Association between proteins may predict early MS disease activity
Researchers analyzed CSF samples from 47 people with early MS
An association between the proteins IgG1 and CXCL10 in the fluid around the brain may help predict the risk of future disease activity for people in the early stages of multiple sclerosis (MS).
That’s according to “CXCL10/IgG1 Axis in Multiple Sclerosis as a Potential Predictive Biomarker of Disease Activity,” which was published in Neurology Neuroimmunology and Neuroinflammation.
A number of studies have examined whether levels of inflammatory molecules in the cerebrospinal fluid (CSF) can help predict the risk of future disease activity in MS, but they’ve focused mostly on the predictive power of individual ones, which fails to capture the complexity of interactions among them. The CSF is the fluid that surrounds the brain and spinal cord.
Here, researchers analyzed CSF samples from 47 people with early MS disease — 23 with relapsing-remitting MS (RRMS) and 24 with clinically isolated syndrome (CIS), which is a first attack of MS-like disease. In all them, CSF was collected as part of diagnostic procedures; patients weren’t being treated when their CSF was collected.
 Interactions among proteins in early MS
All were followed for a year after their CSF was collected. In this time, 18 patients — 10 with RRMS and eight with CIS — saw new disease activity. Based on the 2017 McDonald criteria, the set of guidelines that aid in diagnosing clinically definitive MS, the eight CIS patients were reclassified with RRMS after having new disease activity. Those who had disease activity were on average much younger than those who didn’t.
The researchers analyzed levels of 60 proteins in the patients’ CSF, specifically choosing proteins made in the CSF during MS-driving inflammation.
“These proteins’ alterations may have a direct role involved in MS [development], enhancing our understanding of the disease,” they said.

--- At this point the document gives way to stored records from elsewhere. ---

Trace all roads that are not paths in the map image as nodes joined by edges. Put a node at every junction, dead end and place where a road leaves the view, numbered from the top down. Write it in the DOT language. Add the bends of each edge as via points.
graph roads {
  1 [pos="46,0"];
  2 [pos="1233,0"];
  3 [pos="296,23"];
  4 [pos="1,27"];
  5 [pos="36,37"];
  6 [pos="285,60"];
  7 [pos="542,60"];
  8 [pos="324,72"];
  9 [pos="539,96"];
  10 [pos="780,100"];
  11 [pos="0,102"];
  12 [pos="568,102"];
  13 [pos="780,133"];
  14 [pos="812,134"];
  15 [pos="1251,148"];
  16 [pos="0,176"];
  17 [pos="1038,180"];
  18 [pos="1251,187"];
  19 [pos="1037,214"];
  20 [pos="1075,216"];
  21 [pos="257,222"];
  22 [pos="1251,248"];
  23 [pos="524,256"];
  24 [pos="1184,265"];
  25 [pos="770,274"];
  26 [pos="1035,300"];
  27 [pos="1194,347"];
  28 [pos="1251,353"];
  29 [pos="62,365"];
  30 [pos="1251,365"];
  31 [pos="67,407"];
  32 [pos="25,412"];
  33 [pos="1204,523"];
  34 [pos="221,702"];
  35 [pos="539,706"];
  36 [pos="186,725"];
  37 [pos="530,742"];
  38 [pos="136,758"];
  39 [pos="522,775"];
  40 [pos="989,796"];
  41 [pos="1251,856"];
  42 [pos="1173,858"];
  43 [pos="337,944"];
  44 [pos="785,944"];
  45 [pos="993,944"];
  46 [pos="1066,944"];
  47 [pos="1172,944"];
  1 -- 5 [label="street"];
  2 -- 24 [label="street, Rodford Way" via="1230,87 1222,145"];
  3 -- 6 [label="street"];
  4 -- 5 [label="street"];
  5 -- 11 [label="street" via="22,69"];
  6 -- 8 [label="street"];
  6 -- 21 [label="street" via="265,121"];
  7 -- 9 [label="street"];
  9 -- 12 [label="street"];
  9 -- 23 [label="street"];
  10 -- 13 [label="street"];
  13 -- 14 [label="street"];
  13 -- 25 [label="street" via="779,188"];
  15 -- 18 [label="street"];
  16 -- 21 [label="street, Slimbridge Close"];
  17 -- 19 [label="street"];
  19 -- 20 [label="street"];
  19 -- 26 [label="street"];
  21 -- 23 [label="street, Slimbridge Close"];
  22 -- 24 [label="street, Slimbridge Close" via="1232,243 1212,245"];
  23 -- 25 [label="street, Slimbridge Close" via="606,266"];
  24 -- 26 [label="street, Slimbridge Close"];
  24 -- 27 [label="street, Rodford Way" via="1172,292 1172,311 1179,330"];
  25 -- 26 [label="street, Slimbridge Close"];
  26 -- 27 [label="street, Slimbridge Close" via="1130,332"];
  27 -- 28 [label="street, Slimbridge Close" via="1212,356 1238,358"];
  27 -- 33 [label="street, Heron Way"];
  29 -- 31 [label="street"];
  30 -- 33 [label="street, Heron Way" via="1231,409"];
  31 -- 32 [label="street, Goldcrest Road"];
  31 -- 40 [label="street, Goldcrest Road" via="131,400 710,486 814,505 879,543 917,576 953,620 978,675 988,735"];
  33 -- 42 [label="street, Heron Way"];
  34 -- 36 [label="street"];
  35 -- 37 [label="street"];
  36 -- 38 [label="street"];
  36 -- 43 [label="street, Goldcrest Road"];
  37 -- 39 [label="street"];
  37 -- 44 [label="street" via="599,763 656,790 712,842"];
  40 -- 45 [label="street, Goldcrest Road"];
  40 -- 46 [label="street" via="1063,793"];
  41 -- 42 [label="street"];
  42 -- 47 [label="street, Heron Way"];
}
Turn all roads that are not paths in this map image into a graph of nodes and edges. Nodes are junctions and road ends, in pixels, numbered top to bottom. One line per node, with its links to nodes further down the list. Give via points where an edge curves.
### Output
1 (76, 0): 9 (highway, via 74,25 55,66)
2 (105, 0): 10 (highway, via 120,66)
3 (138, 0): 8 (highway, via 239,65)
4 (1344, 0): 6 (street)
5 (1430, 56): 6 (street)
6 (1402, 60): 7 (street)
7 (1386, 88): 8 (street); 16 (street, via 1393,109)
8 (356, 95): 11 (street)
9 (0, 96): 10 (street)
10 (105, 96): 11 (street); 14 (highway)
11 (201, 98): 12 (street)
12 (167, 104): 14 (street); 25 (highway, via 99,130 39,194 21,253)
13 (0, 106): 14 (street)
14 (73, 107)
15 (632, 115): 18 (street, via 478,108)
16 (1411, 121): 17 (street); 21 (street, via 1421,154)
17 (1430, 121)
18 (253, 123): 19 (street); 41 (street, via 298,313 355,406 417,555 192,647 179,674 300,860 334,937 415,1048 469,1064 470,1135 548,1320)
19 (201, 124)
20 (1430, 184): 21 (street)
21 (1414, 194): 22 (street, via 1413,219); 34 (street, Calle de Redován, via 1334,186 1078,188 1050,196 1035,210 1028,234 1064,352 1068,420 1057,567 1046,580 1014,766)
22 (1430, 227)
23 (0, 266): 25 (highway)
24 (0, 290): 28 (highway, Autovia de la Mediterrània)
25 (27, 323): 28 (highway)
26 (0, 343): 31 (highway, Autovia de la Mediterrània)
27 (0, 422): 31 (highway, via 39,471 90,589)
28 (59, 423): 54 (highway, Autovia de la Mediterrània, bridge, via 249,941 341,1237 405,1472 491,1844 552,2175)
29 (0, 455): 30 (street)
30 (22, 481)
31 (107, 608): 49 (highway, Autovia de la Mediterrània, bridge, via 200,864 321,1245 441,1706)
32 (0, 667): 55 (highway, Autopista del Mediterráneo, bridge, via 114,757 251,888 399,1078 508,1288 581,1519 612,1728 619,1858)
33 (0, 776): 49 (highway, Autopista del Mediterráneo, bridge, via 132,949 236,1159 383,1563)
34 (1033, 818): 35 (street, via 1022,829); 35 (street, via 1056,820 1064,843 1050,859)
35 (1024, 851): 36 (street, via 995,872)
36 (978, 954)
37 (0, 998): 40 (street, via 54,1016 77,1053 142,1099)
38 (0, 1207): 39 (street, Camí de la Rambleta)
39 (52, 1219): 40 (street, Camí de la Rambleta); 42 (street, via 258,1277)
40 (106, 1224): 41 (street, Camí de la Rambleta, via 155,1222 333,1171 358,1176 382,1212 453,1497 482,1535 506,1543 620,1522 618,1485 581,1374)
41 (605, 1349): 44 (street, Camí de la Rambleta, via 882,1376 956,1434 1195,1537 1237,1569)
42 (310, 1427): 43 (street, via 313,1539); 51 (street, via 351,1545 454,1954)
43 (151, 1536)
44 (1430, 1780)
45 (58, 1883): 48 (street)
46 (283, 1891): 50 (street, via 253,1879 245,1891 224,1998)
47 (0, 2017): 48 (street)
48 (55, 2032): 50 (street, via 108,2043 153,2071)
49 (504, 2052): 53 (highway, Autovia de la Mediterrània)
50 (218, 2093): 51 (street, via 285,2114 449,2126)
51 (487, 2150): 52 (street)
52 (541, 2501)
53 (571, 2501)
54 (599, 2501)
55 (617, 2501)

The CSF samples from RRMS and CIS patients were compared with samples from 27 people with noninflammatory neurological disorders like migraine. Sixteen proteins were identified that were significantly elevated among MS patients.
“These 16 proteins play crucial roles in modulating neuroinflammatory processes, underscoring the prominent inflammatory nature of the disease,” said the researchers, who then constructed detailed mathematical models to assess the relationships between the 16 proteins. Then, statistical tests helped look for significant predictors of disease activity.

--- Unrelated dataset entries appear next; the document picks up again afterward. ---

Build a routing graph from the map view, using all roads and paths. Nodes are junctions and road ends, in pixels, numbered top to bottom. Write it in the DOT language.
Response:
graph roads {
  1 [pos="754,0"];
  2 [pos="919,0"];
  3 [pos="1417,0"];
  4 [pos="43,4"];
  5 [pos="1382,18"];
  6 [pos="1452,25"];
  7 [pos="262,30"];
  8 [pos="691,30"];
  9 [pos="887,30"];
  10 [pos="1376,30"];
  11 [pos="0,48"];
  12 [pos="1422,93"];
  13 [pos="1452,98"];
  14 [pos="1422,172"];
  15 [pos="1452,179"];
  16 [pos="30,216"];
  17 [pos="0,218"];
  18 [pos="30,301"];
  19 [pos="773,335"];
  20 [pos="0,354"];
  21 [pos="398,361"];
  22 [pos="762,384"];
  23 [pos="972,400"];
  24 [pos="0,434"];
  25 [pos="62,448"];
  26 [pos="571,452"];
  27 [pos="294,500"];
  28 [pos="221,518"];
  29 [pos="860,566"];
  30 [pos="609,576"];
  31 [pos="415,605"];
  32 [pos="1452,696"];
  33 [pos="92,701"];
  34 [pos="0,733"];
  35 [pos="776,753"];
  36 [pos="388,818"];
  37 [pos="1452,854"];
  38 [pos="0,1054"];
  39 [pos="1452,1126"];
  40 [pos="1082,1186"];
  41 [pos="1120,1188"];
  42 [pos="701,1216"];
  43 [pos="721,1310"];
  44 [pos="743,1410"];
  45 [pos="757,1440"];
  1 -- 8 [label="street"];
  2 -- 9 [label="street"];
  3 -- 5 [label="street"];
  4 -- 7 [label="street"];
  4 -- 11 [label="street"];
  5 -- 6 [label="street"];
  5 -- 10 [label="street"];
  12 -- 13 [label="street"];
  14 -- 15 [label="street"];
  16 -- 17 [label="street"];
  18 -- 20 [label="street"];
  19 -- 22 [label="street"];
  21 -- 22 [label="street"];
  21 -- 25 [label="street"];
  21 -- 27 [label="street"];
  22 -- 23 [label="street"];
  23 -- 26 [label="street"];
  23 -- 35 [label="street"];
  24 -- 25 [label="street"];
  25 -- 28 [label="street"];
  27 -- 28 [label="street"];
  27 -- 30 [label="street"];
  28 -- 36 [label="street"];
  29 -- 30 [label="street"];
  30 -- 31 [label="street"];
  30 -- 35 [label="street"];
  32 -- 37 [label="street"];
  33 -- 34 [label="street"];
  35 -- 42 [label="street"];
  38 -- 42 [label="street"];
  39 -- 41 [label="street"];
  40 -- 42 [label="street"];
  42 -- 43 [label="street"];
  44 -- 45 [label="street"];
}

“We harnessed advanced network strategies to model the relationship between MS disease activity and 16 MS-specific proteins,” the scientists wrote, noting the network approach let them “unveil patient-specific changes, leading to a more precise identification of altered pathways in disease conditions and critical molecules that represent these altered pathways.”
The patients who had disease activity in the year of follow-up tended to have a stronger association between levels of IgG1, a type of antibody, and CXCL10, a signaling molecule that helps govern the activity and movement of immune cells.
Using a cutoff value of 0.3144 to distinguish those with and without such a correlation, the researchers found that patients with a positive correlation took a median of 5 months to see disease activity, while no specific timing was observed among those without a correlation.
The same trend was seen in the overall patient group and in the subset of patients who’d been diagnosed with CIS at the study’s start, suggesting the “IgG1-CXCL10 interaction may play a crucial role in mediating disease activity, particularly in the earlier phase of the disease,” said the researchers, who noted that CXCL10 likely helps drive the production of antibodies like IgG1 in MS, which could explain why this association seems to be predictive of disease activity.
Larger studies are needed to validate their findings, they said.